E’ morto a 48 anni Manuel Uribe , l’uomo divenuto famoso per aver toccato il peso record di 560 kg nel 2006. Sembrava essere riuscito ad attenuare la terribile obesità scendendo sotto i 200 kg ma sono state fatali le complicazioni dovute a una vita trascorsa praticamente sempre nella propria camera. Il cuore non ha retto e vani sono stati i tentativi di salvarlo. Era giunti agli onori della cronaca anche in Italia perchè si era ipotizzato un suo intervento al Policlinico di Modena anni or sono ma l’inadeguatezza delle stanze operatorie per un paziente di tale mole, aveva spinto a desistere.
Era però riuscito a calare sensibilmente grazie al cambio del regime alimentare e si era affidato anche alla dieta a zona proposta da Barry Sears . Tuttavia, il fisico è rimasto debilitato per queste eccezionali variazioni e, come si temeva, alla fine ha ceduto. Manuel Uribe era entrato nel Guinness dei primati del 2006 ed era giunto alla fatidica soglia dei 560 kg anche a causa di uno stile vita estremamente sedentario.
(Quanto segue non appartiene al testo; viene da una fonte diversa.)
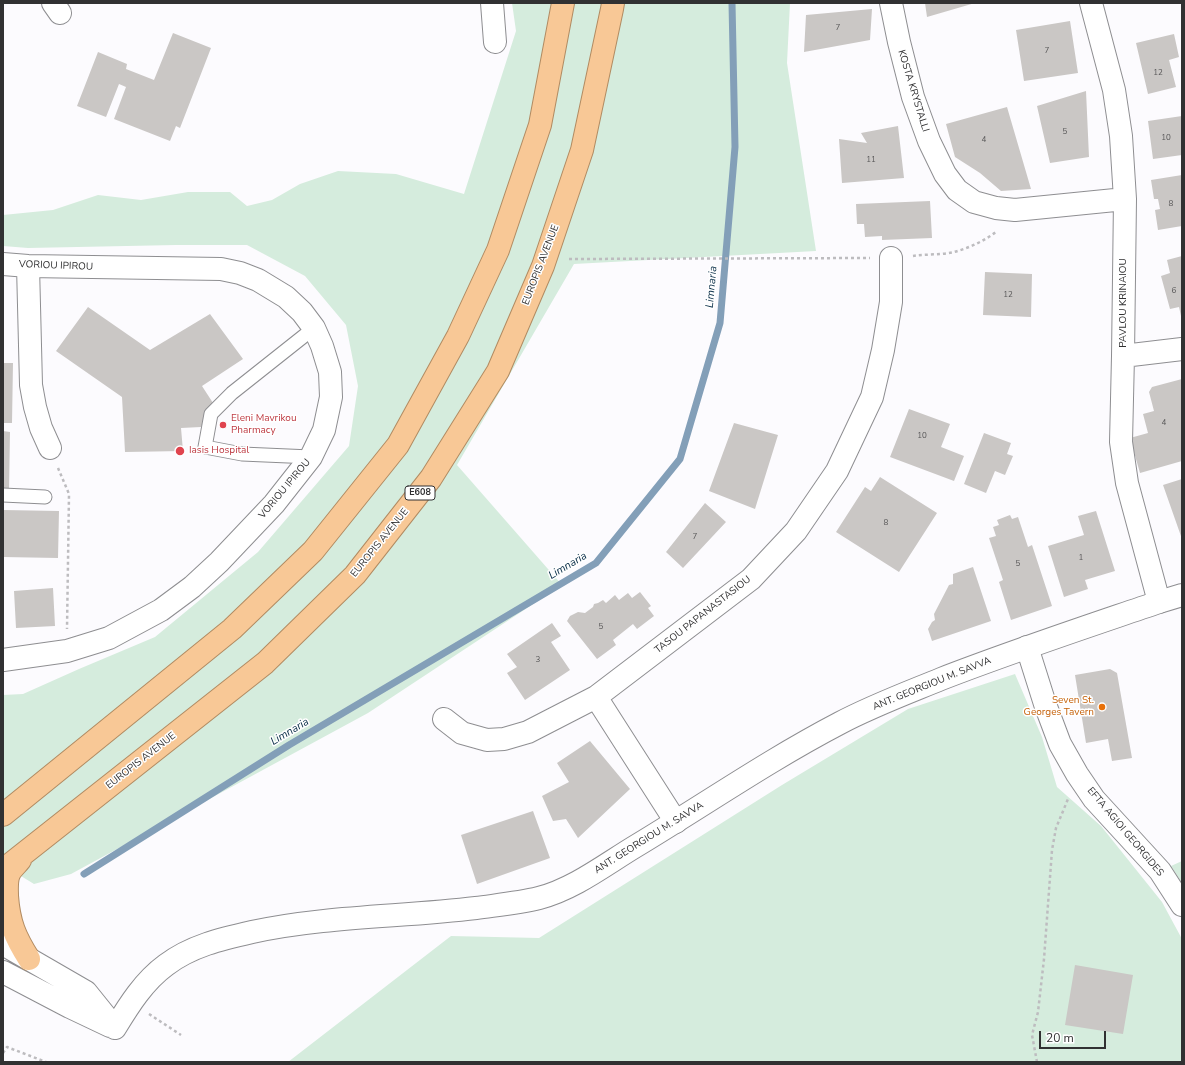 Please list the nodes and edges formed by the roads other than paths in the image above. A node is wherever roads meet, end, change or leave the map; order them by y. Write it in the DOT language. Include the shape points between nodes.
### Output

Messicano di nascita, ha trascorso parte della sua vita negli Stati Uniti dove la professione di aggiustatore di macchine da scrivere unita alla reticenza a qualunque attività fisica, ha contribuito al costante aumento di peso.
Le foto di Manuel Uribe nella sua casa di Monterrey in Messico con il colpo completamente sformato dall’obesità hanno fatto il giro del mondo così come la notizia del drastico dimagrimento era stata accolta come un segnale di speranza per tutti coloro che presentavano lo stesso problema anche se in forma meno grave. E’ arrivata la notizia della scomparsa a scrivere la parola fine alla sua battaglia. E forse ancor più e ancor prima che concentrarsi sull’efficacia di diete per curare casi così al limite, sarebbe utile informare sui rischi correlati all’obesità quando questa diviene incontrollata.